[TASK INPUTS]

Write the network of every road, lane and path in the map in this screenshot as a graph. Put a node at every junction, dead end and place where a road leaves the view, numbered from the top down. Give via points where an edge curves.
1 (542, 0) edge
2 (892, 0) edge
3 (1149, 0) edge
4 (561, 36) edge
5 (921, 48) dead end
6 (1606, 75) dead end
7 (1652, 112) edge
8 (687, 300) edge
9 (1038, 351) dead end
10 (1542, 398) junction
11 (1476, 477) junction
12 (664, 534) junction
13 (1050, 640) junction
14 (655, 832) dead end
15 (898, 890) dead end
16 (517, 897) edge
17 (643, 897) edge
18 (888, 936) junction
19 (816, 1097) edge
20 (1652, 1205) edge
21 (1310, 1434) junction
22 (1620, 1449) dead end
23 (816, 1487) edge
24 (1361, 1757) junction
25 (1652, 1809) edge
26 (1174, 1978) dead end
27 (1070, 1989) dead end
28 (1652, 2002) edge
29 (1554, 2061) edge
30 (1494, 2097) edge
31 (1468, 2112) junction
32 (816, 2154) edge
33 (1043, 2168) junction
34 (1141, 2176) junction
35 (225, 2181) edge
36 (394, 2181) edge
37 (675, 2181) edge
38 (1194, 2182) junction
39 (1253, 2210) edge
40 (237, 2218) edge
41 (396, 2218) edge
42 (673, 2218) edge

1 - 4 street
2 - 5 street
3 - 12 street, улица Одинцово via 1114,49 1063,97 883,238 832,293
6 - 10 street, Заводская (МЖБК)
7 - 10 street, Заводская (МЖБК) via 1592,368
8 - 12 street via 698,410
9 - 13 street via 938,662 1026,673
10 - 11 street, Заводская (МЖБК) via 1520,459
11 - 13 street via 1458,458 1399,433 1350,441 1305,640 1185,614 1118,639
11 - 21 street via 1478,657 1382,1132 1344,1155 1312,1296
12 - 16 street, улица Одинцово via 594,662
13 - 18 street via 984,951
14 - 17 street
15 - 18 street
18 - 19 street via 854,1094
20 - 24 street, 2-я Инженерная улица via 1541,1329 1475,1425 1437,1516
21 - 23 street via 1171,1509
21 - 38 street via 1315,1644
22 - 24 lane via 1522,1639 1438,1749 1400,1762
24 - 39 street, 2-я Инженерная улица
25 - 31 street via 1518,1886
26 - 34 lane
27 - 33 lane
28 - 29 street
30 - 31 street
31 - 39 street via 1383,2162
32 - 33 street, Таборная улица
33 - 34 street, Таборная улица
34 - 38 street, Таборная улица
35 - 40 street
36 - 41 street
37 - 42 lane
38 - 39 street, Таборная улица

[/TASK INPUTS]

Each record must be transcribed word for word.

Write the network of every road, lane and path in the map in this screenshot as a graph. Put a node at every junction, dead end and place where a road leaves the view, numbered from the top down. Give via points where an edge curves.
1 (542, 0) edge
2 (892, 0) edge
3 (1149, 0) edge
4 (561, 36) edge
5 (921, 48) dead end
6 (1606, 75) dead end
7 (1652, 112) edge
8 (687, 300) edge
9 (1038, 351) dead end
10 (1542, 398) junction
11 (1476, 477) junction
12 (664, 534) junction
13 (1050, 640) junction
14 (655, 832) dead end
15 (898, 890) dead end
16 (517, 897) edge
17 (643, 897) edge
18 (888, 936) junction
19 (816, 1097) edge
20 (1652, 1205) edge
21 (1310, 1434) junction
22 (1620, 1449) dead end
23 (816, 1487) edge
24 (1361, 1757) junction
25 (1652, 1809) edge
26 (1174, 1978) dead end
27 (1070, 1989) dead end
28 (1652, 2002) edge
29 (1554, 2061) edge
30 (1494, 2097) edge
31 (1468, 2112) junction
32 (816, 2154) edge
33 (1043, 2168) junction
34 (1141, 2176) junction
35 (225, 2181) edge
36 (394, 2181) edge
37 (675, 2181) edge
38 (1194, 2182) junction
39 (1253, 2210) edge
40 (237, 2218) edge
41 (396, 2218) edge
42 (673, 2218) edge

1 - 4 street
2 - 5 street
3 - 12 street, улица Одинцово via 1114,49 1063,97 883,238 832,293
6 - 10 street, Заводская (МЖБК)
7 - 10 street, Заводская (МЖБК) via 1592,368
8 - 12 street via 698,410
9 - 13 street via 938,662 1026,673
10 - 11 street, Заводская (МЖБК) via 1520,459
11 - 13 street via 1458,458 1399,433 1350,441 1305,640 1185,614 1118,639
11 - 21 street via 1478,657 1382,1132 1344,1155 1312,1296
12 - 16 street, улица Одинцово via 594,662
13 - 18 street via 984,951
14 - 17 street
15 - 18 street
18 - 19 street via 854,1094
20 - 24 street, 2-я Инженерная улица via 1541,1329 1475,1425 1437,1516
21 - 23 street via 1171,1509
21 - 38 street via 1315,1644
22 - 24 lane via 1522,1639 1438,1749 1400,1762
24 - 39 street, 2-я Инженерная улица
25 - 31 street via 1518,1886
26 - 34 lane
27 - 33 lane
28 - 29 street
30 - 31 street
31 - 39 street via 1383,2162
32 - 33 street, Таборная улица
33 - 34 street, Таборная улица
34 - 38 street, Таборная улица
35 - 40 street
36 - 41 street
37 - 42 lane
38 - 39 street, Таборная улица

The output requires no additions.